§ **Task requirements**
Print out the data precisely as it appears here, with no pictures.

Extracted records:
◇ ◇ ◇ ◇ ◇ ◇ ◇
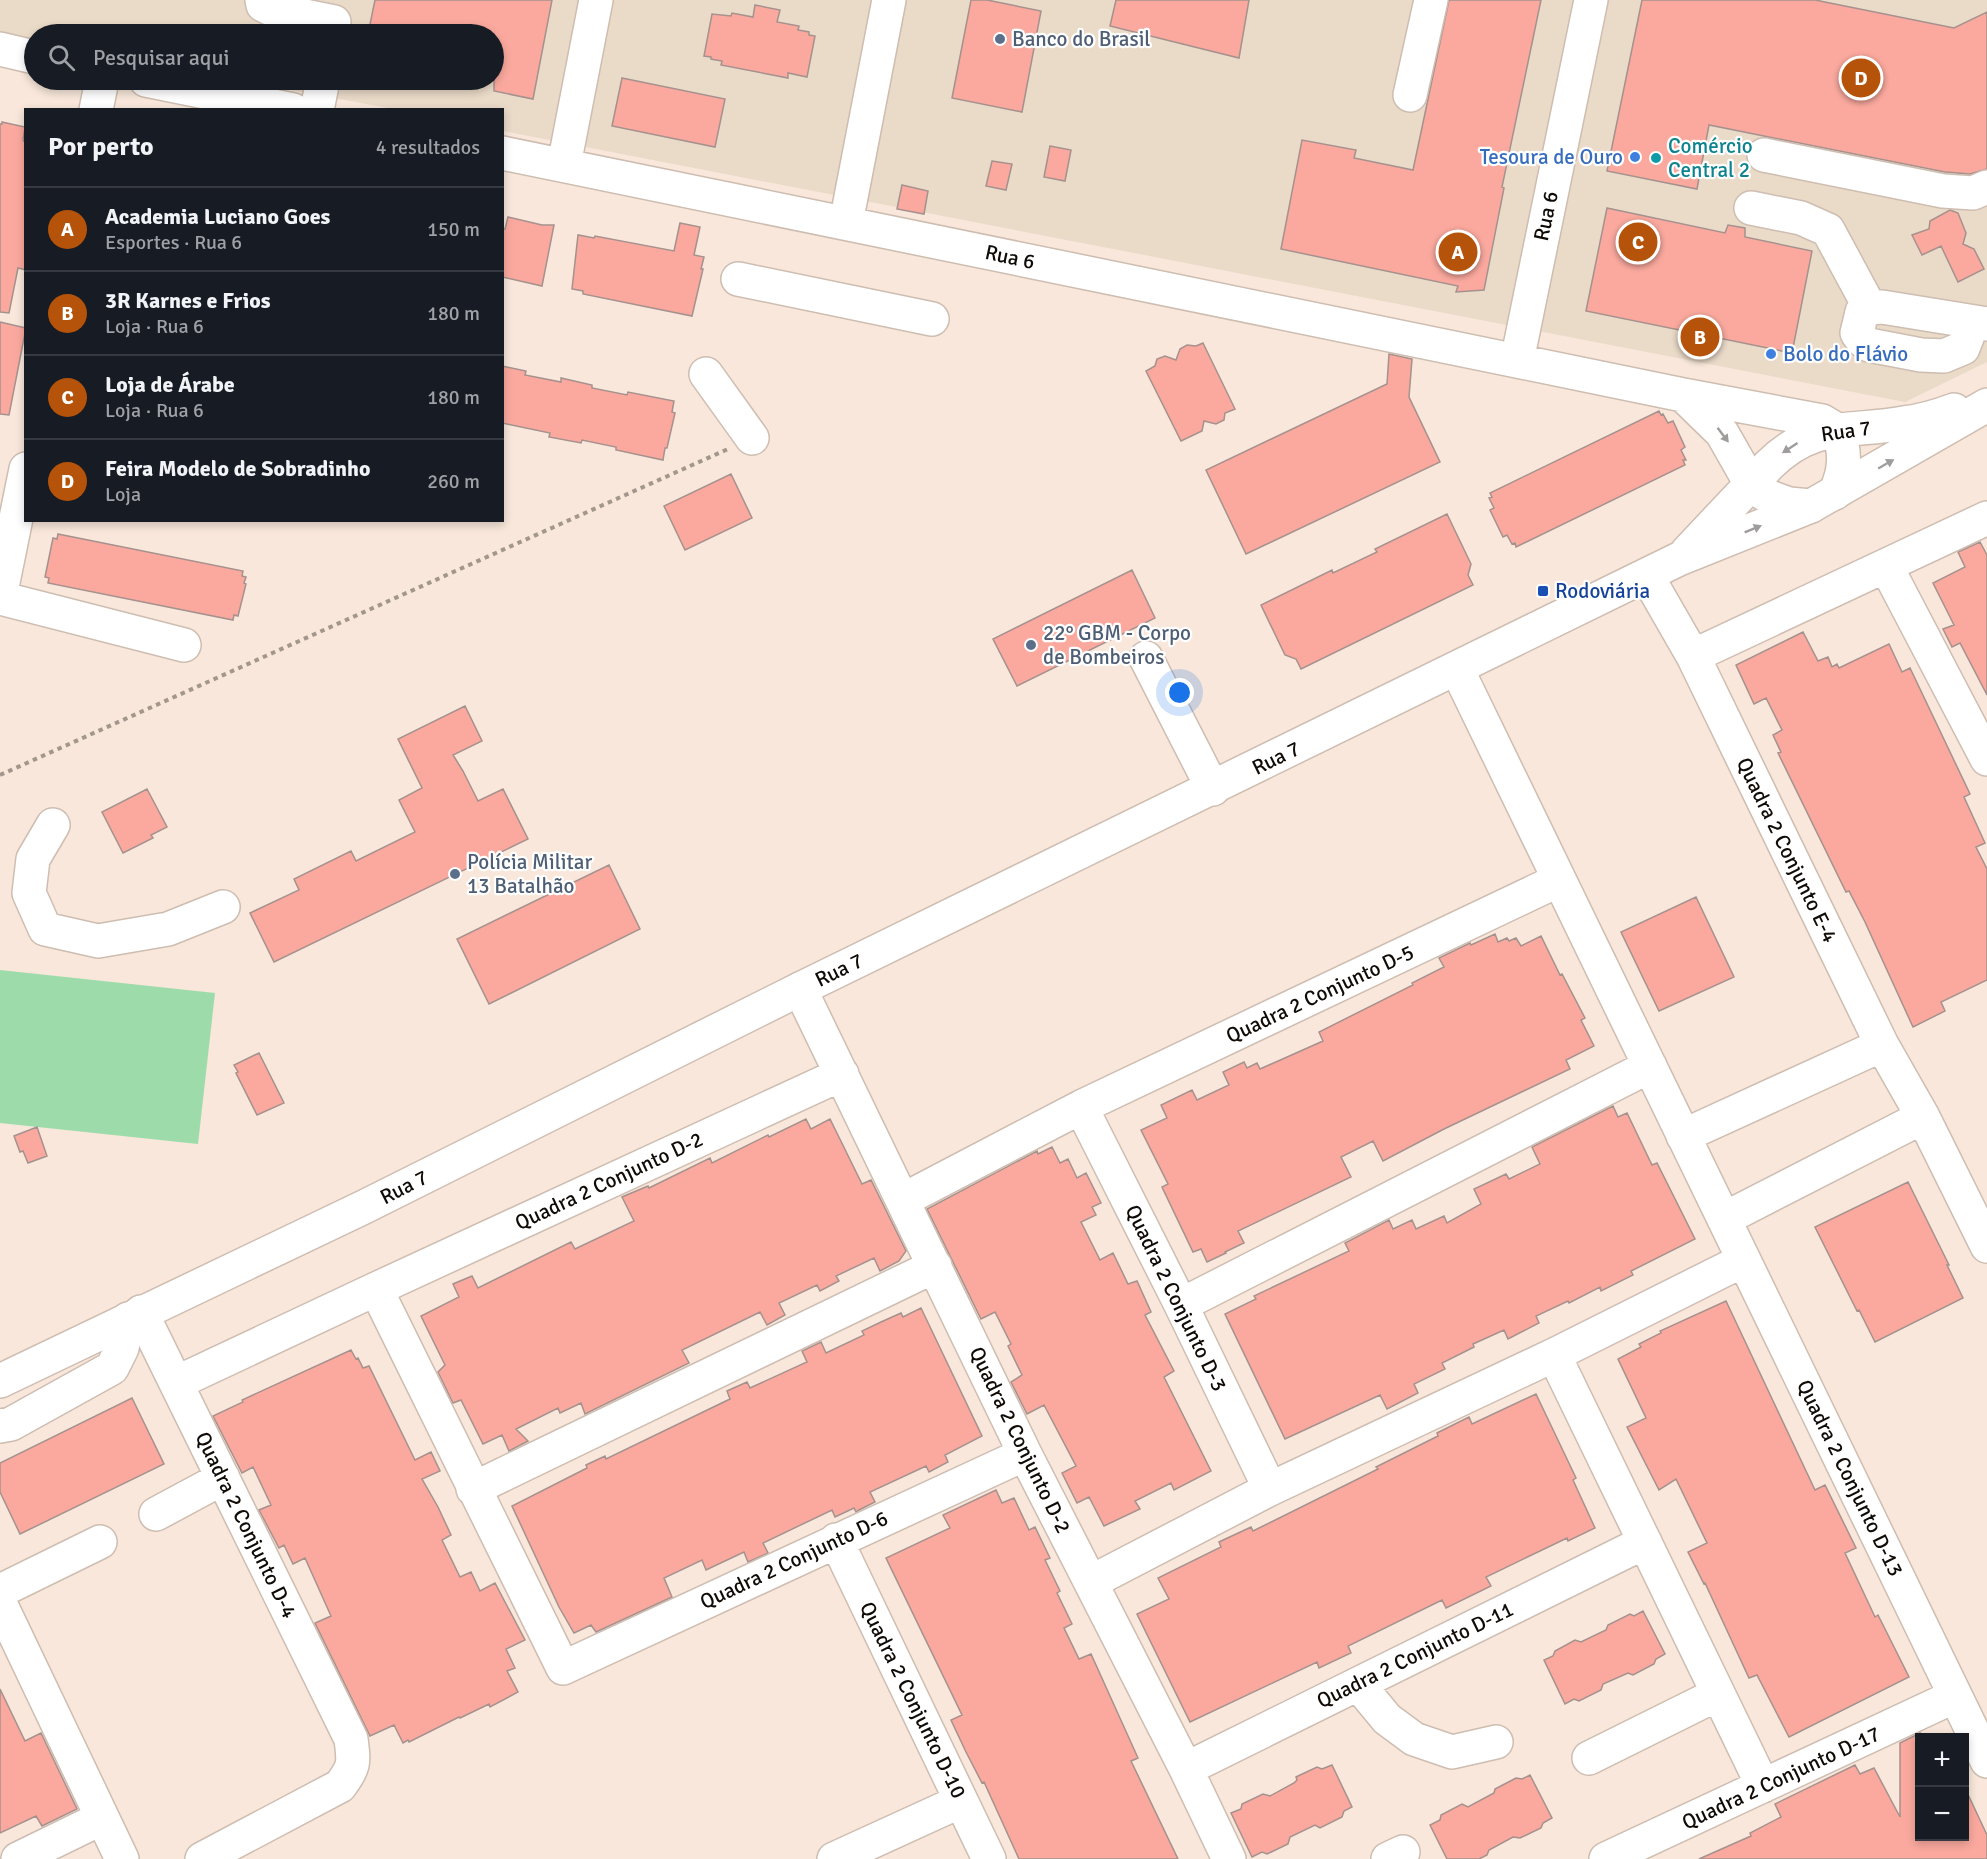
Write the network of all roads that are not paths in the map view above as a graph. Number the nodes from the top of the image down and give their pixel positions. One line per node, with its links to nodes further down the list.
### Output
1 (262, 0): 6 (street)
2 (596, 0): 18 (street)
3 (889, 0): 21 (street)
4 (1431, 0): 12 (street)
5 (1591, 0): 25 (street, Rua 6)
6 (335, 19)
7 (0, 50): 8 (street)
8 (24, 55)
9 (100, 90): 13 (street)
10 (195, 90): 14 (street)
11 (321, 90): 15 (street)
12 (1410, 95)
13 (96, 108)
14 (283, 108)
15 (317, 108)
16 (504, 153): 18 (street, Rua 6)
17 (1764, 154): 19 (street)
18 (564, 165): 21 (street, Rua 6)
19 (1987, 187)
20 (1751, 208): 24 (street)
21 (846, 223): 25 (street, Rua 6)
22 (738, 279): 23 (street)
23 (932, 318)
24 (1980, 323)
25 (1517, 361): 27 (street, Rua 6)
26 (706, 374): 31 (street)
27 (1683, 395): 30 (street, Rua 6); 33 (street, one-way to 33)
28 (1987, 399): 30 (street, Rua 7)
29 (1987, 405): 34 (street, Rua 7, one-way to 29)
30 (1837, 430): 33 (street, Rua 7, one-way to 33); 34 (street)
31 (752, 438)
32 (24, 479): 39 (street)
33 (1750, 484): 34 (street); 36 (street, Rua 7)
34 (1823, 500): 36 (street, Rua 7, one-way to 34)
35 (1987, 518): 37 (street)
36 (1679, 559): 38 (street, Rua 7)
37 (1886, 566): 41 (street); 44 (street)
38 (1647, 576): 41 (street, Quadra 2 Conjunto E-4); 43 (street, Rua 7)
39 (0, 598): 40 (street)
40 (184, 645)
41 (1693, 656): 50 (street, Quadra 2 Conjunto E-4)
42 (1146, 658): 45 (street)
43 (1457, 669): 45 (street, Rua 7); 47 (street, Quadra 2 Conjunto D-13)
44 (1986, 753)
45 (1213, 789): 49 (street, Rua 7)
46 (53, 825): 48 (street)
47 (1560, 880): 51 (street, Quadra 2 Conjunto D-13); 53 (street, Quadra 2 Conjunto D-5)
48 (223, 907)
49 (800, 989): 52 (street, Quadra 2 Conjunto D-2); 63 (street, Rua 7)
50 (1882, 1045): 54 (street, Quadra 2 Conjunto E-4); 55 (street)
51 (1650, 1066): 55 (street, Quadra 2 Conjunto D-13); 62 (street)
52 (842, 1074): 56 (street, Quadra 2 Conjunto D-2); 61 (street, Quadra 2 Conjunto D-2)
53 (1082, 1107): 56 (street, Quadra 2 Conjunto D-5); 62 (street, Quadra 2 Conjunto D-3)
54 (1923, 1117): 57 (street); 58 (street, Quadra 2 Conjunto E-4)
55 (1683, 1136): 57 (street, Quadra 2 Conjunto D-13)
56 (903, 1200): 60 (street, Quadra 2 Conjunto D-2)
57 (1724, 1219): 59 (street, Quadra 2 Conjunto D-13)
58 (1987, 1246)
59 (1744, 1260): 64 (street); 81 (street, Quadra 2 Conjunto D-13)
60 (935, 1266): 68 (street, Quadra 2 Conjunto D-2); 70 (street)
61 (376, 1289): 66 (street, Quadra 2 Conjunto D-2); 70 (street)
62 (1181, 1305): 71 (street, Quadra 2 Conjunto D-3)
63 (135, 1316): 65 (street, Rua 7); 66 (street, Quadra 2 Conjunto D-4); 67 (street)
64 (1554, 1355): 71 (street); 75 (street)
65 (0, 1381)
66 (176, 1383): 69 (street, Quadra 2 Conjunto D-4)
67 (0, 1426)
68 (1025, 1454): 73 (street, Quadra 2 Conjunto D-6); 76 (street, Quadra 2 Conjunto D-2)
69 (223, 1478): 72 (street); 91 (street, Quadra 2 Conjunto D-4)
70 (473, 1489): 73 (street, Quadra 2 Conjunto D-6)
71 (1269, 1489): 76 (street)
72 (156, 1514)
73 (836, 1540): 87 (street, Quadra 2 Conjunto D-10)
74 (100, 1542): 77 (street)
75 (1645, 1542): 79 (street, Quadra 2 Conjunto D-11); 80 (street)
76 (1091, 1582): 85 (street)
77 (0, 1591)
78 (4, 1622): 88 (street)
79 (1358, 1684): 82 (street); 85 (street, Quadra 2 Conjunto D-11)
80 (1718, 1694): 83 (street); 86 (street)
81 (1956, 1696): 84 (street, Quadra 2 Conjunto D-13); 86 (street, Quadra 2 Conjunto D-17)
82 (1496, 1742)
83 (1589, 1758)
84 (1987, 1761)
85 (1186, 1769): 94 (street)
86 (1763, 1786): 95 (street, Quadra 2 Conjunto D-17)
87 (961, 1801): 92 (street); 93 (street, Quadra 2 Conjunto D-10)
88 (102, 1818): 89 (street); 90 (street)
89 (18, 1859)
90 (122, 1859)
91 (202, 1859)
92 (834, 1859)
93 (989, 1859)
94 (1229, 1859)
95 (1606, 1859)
◇ ◇ ◇ ◇ ◇ ◇ ◇
§ **Exercise answer**
Write the network of all roads that are not paths in the map view above as a graph. Number the nodes from the top of the image down and give their pixel positions. One line per node, with its links to nodes further down the list.
### Output
1 (262, 0): 6 (street)
2 (596, 0): 18 (street)
3 (889, 0): 21 (street)
4 (1431, 0): 12 (street)
5 (1591, 0): 25 (street, Rua 6)
6 (335, 19)
7 (0, 50): 8 (street)
8 (24, 55)
9 (100, 90): 13 (street)
10 (195, 90): 14 (street)
11 (321, 90): 15 (street)
12 (1410, 95)
13 (96, 108)
14 (283, 108)
15 (317, 108)
16 (504, 153): 18 (street, Rua 6)
17 (1764, 154): 19 (street)
18 (564, 165): 21 (street, Rua 6)
19 (1987, 187)
20 (1751, 208): 24 (street)
21 (846, 223): 25 (street, Rua 6)
22 (738, 279): 23 (street)
23 (932, 318)
24 (1980, 323)
25 (1517, 361): 27 (street, Rua 6)
26 (706, 374): 31 (street)
27 (1683, 395): 30 (street, Rua 6); 33 (street, one-way to 33)
28 (1987, 399): 30 (street, Rua 7)
29 (1987, 405): 34 (street, Rua 7, one-way to 29)
30 (1837, 430): 33 (street, Rua 7, one-way to 33); 34 (street)
31 (752, 438)
32 (24, 479): 39 (street)
33 (1750, 484): 34 (street); 36 (street, Rua 7)
34 (1823, 500): 36 (street, Rua 7, one-way to 34)
35 (1987, 518): 37 (street)
36 (1679, 559): 38 (street, Rua 7)
37 (1886, 566): 41 (street); 44 (street)
38 (1647, 576): 41 (street, Quadra 2 Conjunto E-4); 43 (street, Rua 7)
39 (0, 598): 40 (street)
40 (184, 645)
41 (1693, 656): 50 (street, Quadra 2 Conjunto E-4)
42 (1146, 658): 45 (street)
43 (1457, 669): 45 (street, Rua 7); 47 (street, Quadra 2 Conjunto D-13)
44 (1986, 753)
45 (1213, 789): 49 (street, Rua 7)
46 (53, 825): 48 (street)
47 (1560, 880): 51 (street, Quadra 2 Conjunto D-13); 53 (street, Quadra 2 Conjunto D-5)
48 (223, 907)
49 (800, 989): 52 (street, Quadra 2 Conjunto D-2); 63 (street, Rua 7)
50 (1882, 1045): 54 (street, Quadra 2 Conjunto E-4); 55 (street)
51 (1650, 1066): 55 (street, Quadra 2 Conjunto D-13); 62 (street)
52 (842, 1074): 56 (street, Quadra 2 Conjunto D-2); 61 (street, Quadra 2 Conjunto D-2)
53 (1082, 1107): 56 (street, Quadra 2 Conjunto D-5); 62 (street, Quadra 2 Conjunto D-3)
54 (1923, 1117): 57 (street); 58 (street, Quadra 2 Conjunto E-4)
55 (1683, 1136): 57 (street, Quadra 2 Conjunto D-13)
56 (903, 1200): 60 (street, Quadra 2 Conjunto D-2)
57 (1724, 1219): 59 (street, Quadra 2 Conjunto D-13)
58 (1987, 1246)
59 (1744, 1260): 64 (street); 81 (street, Quadra 2 Conjunto D-13)
60 (935, 1266): 68 (street, Quadra 2 Conjunto D-2); 70 (street)
61 (376, 1289): 66 (street, Quadra 2 Conjunto D-2); 70 (street)
62 (1181, 1305): 71 (street, Quadra 2 Conjunto D-3)
63 (135, 1316): 65 (street, Rua 7); 66 (street, Quadra 2 Conjunto D-4); 67 (street)
64 (1554, 1355): 71 (street); 75 (street)
65 (0, 1381)
66 (176, 1383): 69 (street, Quadra 2 Conjunto D-4)
67 (0, 1426)
68 (1025, 1454): 73 (street, Quadra 2 Conjunto D-6); 76 (street, Quadra 2 Conjunto D-2)
69 (223, 1478): 72 (street); 91 (street, Quadra 2 Conjunto D-4)
70 (473, 1489): 73 (street, Quadra 2 Conjunto D-6)
71 (1269, 1489): 76 (street)
72 (156, 1514)
73 (836, 1540): 87 (street, Quadra 2 Conjunto D-10)
74 (100, 1542): 77 (street)
75 (1645, 1542): 79 (street, Quadra 2 Conjunto D-11); 80 (street)
76 (1091, 1582): 85 (street)
77 (0, 1591)
78 (4, 1622): 88 (street)
79 (1358, 1684): 82 (street); 85 (street, Quadra 2 Conjunto D-11)
80 (1718, 1694): 83 (street); 86 (street)
81 (1956, 1696): 84 (street, Quadra 2 Conjunto D-13); 86 (street, Quadra 2 Conjunto D-17)
82 (1496, 1742)
83 (1589, 1758)
84 (1987, 1761)
85 (1186, 1769): 94 (street)
86 (1763, 1786): 95 (street, Quadra 2 Conjunto D-17)
87 (961, 1801): 92 (street); 93 (street, Quadra 2 Conjunto D-10)
88 (102, 1818): 89 (street); 90 (street)
89 (18, 1859)
90 (122, 1859)
91 (202, 1859)
92 (834, 1859)
93 (989, 1859)
94 (1229, 1859)
95 (1606, 1859)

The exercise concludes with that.